Esploratori subacquei si sono imbattiti nei resti dello Space Shuttle Challenger, esploso tragicamente dopo il lancio nel gennaio del 1986.

Un gruppo di esploratori al lavoro nell’Oceano Atlantico alla ricerca di manufatti della Seconda Guerra Mondiale si sono imbattuti in qualcos’altro: un pezzo di detriti lungo 6 metri dello Space Shuttle Challenger, che era andato distrutto poco dopo il decollo nel 1986. The History Channel e la NASA hanno rivelato giovedì scorso che il segmento del Challenger è stato scoperto al largo della costa orientale della Florida durante le riprese di una nuova serie chiamata “The Bermuda Triangle: Into Cursed Waters” che sarà presentata in anteprima questo mese su History Channel.

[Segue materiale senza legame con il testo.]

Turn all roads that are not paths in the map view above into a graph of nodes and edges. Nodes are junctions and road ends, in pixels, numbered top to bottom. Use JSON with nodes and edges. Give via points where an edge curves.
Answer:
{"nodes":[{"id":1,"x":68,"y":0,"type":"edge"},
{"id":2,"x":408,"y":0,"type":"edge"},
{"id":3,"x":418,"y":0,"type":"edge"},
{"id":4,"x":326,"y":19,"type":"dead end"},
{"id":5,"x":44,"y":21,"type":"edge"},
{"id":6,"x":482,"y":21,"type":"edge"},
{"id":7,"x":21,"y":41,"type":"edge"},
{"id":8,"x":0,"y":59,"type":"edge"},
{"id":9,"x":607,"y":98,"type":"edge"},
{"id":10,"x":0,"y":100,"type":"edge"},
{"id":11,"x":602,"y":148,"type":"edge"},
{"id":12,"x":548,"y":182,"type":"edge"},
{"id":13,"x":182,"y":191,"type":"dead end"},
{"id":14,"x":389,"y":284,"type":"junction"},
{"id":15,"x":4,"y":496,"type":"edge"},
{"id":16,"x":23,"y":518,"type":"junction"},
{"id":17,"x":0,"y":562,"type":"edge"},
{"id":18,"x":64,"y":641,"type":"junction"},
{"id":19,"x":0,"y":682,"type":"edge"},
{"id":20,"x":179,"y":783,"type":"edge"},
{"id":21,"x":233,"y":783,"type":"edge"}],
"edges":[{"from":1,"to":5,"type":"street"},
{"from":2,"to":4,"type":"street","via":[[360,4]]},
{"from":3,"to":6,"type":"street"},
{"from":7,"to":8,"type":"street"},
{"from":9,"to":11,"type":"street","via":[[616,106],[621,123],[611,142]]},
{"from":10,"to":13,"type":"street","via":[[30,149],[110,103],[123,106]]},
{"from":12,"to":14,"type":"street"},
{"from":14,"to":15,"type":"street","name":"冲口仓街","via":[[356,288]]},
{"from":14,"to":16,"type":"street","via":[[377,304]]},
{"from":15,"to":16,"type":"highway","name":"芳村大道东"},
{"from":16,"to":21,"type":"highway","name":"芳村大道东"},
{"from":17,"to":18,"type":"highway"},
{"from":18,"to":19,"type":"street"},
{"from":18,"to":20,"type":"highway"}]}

Il Challenger esplose tragicamente dopo il lancio avvenuto il 28 gennaio 1986, uccidendo tutti e sette i membri dell’equipaggio a bordo, incluso un’insegnante destinata a diventare il primo civile nello spazio. 

Un incredibile ritrovamento

Il video del ritrovamento dei resti dello Space Shuttle Challanger. Credits: History Channel/CBS

La squadra stava cercando un aereo di salvataggio dell’era della Seconda Guerra Mondiale che è misteriosamente scomparso nel dicembre 1945. Ma un oggetto di sembianze più moderne, parzialmente coperto di sabbia sul fondo del mare, ha suscitato l’interesse e ulteriori indagini da parte della squadra di immersioni di History Channel.

Durante la prima immersione uno degli esploratori ha raccontato che una tempesta aveva fatto diventare l’acqua molto torbida. I subacquei hanno così effettuato una seconda escursione a maggio e alla fine hanno effettuato riprese nitide del relitto. Successivamente hanno portato le prove della loro scoperta all’astronauta in pensione della NASA Bruce Melnick che ha immediatamente suggerito come potessero in effetti essere detriti del disastro del Challenger.

Le distintive tessere quadrate del Challenger hanno suggerito di aver scoperto una grossa fetta del ventre dello shuttle. Il corpo del velivolo era ricoperto da migliaia di tessere di silicone che proteggevano la navetta dal calore nel ritorno nell’atmosfera terrestre dallo spazio.

Space Shuttle Endeavour
Lo Space Shuttle Endeavour in orbita durante le operazioni di rendezvous. Credit: NASA

Il team ha consegnato i suoi risultati alla NASA ad agosto e l’agenzia spaziale ha recentemente confermato l’origine dei detriti dopo aver esaminato i filmati dell’immersione. La NASA sta attualmente valutando quali ulteriori azioni potrebbe intraprendere riguardo al manufatto per onorerà adeguatamente l’eredità degli astronauti caduti del Challenger e delle loro famiglie.